La permaculture, au jardin de Sonia

La permaculture, au jardin de Sonia.

 Si c'est la première année que Sonia Schoenenwald se lance dans ce genre de culture hors-sol à Stenay, elle maitrise parfaitement le sujet depuis de longue date. Dominique Marchand, également fan de bioculture la rejoint dans cette pratique de jardinage.

Un jardin en permaculture représente un système presque autonome, pérenne, où le jardinier laisse faire la nature au lieu d’aller contre elle. Il met à profit les interactions naturelles plutôt que de corriger en permanence un système rendu artificiel. Il compose avec la biodiversité et le recyclage naturel de la matière, plutôt que de viser la monoculture à grand renfort de pesticides et d’engrais chimiques.

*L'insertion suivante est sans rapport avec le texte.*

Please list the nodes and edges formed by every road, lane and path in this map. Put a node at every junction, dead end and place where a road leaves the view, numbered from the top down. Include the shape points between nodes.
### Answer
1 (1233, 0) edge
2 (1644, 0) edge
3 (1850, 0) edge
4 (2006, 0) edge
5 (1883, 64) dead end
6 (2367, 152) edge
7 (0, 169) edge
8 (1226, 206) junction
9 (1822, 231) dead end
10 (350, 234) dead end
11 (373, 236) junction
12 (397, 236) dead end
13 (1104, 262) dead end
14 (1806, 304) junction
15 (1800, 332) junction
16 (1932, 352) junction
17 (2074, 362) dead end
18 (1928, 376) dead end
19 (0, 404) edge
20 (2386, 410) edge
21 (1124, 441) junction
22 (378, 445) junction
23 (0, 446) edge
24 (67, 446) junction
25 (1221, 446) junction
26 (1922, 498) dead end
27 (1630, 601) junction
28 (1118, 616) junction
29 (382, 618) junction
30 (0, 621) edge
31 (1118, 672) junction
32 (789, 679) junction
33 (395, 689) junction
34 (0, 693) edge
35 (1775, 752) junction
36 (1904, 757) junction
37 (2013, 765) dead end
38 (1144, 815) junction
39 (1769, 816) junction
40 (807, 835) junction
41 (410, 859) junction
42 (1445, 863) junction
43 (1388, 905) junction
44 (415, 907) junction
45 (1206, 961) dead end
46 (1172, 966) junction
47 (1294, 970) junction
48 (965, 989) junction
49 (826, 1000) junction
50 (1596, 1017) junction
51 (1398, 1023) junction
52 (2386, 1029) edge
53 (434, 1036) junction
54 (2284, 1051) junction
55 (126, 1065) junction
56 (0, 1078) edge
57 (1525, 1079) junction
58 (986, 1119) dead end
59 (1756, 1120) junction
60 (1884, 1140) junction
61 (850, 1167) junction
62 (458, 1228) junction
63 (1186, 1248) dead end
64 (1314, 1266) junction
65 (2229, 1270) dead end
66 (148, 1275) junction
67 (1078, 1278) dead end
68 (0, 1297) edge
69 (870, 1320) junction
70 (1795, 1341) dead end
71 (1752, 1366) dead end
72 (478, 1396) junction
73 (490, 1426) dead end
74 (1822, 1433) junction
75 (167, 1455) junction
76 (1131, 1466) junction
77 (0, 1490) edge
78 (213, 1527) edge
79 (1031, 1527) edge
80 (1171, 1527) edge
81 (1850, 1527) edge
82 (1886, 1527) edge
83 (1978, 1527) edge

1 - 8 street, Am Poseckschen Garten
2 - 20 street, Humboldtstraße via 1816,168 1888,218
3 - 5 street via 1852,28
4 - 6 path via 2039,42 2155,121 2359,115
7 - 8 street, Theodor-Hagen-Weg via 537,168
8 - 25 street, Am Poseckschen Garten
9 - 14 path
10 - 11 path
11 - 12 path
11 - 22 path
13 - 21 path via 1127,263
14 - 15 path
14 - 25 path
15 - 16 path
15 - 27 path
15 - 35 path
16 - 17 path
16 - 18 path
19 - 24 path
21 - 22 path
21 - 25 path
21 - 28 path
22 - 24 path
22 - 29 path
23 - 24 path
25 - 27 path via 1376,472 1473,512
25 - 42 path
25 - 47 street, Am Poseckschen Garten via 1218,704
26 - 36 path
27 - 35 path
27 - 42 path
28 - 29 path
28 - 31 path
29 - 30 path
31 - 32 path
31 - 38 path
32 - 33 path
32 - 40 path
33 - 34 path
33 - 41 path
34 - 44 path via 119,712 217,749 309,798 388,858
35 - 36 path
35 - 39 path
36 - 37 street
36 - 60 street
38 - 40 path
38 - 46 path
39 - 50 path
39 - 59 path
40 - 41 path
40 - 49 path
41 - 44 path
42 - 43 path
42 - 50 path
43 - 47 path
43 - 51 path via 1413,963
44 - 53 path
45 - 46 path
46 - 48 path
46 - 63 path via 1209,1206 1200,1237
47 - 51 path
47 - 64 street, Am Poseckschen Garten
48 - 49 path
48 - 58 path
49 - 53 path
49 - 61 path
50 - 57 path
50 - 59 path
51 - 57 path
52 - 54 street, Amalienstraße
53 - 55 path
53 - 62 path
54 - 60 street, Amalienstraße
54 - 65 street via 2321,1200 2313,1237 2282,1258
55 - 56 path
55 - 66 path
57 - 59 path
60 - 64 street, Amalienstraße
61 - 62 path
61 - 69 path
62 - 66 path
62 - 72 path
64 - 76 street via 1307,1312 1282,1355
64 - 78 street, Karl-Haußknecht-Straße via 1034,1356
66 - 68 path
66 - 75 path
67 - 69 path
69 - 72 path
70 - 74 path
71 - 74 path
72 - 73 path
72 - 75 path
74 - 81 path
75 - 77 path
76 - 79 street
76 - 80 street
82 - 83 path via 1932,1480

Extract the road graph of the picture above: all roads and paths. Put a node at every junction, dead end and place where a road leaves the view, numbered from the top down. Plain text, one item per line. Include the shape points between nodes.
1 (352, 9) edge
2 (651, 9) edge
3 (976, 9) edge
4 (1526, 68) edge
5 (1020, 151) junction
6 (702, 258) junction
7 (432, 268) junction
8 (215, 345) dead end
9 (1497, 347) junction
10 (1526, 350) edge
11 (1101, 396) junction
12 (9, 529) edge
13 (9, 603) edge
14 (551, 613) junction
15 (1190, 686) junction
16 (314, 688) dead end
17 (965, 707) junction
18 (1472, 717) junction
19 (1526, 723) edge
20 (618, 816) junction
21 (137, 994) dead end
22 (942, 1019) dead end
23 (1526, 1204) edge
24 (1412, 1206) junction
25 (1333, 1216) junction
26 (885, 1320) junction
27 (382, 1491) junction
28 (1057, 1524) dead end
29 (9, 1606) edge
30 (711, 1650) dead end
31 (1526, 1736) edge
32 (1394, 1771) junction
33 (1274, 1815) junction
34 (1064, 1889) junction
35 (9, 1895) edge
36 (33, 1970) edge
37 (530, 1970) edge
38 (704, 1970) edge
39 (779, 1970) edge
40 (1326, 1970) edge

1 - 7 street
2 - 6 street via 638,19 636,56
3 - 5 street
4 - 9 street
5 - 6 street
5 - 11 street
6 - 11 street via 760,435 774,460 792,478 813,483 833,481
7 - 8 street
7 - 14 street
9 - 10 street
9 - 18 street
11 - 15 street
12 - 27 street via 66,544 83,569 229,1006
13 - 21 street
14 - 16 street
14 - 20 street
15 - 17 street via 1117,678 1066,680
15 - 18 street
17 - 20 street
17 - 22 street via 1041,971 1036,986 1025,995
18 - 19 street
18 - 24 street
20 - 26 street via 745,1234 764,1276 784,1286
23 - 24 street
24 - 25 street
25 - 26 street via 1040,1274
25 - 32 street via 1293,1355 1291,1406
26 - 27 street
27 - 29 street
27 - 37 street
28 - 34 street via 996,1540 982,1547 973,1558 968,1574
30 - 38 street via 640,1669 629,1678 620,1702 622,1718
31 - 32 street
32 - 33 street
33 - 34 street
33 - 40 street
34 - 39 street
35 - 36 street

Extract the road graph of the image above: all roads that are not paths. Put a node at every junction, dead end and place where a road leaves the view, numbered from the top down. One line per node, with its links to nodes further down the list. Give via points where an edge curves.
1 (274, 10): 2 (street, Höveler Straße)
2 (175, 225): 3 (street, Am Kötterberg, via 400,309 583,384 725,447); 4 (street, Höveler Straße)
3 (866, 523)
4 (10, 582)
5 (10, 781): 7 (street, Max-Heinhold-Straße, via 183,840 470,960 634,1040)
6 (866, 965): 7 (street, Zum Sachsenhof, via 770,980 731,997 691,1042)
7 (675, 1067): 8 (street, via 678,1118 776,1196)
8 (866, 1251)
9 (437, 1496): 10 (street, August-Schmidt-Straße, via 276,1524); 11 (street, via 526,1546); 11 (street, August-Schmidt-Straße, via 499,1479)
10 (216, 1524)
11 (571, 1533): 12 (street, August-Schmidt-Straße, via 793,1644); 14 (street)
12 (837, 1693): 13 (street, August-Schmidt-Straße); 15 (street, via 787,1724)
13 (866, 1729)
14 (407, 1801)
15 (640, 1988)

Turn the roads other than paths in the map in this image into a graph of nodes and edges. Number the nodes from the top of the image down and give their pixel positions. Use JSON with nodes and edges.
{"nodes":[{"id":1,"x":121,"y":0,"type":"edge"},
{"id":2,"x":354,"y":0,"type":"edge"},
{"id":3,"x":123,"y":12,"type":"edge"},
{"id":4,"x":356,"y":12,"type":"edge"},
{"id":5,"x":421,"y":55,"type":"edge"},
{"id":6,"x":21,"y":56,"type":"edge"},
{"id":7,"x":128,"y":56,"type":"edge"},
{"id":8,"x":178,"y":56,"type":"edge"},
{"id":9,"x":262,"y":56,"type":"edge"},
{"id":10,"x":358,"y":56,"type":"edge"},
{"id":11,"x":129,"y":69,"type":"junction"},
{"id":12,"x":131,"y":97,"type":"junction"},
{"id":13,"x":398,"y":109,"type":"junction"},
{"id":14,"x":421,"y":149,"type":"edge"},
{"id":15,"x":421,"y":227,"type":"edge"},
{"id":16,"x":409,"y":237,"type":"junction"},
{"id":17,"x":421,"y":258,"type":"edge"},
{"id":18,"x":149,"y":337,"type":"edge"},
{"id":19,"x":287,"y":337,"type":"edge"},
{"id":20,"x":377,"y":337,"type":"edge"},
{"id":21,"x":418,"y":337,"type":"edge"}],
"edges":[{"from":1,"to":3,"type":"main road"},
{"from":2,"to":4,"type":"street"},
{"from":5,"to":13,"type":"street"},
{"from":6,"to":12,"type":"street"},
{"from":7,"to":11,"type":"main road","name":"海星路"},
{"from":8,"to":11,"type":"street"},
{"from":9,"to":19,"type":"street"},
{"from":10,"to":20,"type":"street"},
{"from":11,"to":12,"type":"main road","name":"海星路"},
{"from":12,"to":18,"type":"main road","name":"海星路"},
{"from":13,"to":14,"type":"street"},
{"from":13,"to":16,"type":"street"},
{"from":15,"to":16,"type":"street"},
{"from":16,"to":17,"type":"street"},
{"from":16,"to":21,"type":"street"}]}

En un mot, il faut rendre à la terre ce qu’elle nous a donné. C’est là qu’entre en scène le compost : le compostage est indispensable en permaculture.

 En alternant des couches, de paille, de compost de bois, de tonte de pelouse, de cendre de bois, de fumier, on obtient tous les nutriments nécessaires à une bonne production de légumes, "je fais des lasagnes" me dit Dominique !

 C'est bien l'efficacité énergétique qui est toujours recherchée, que cela soit en évitant un travail inutile, faire d'un déchet une ressource, valoriser les services gratuits rendus par les écosystèmes, ou encore réduire les consommations et les déplacements.

 La permaculture est bien plus qu’une méthode de culture, c’est une philosophie, une démarche globale qui s’appuie sur une éthique reposant sur trois piliers : prendre soin de la Terre, prendre soin des humains, partager équitablement les ressources et les récoltes.

 Aux jardins de l'avenue des Tilleuls, plusieurs jardiniers amateurs deviennent adeptes de cette pratique de culture sur paille.

Sonia et Dominique, complices et naturels.

Une récolte qui s'annonce prometteuse en salades, courgettes, tomates, pommes de terre, radis, fraises, etc... malgré un travail du sol très limité voire inexistant pour ne pas perturber son équilibre.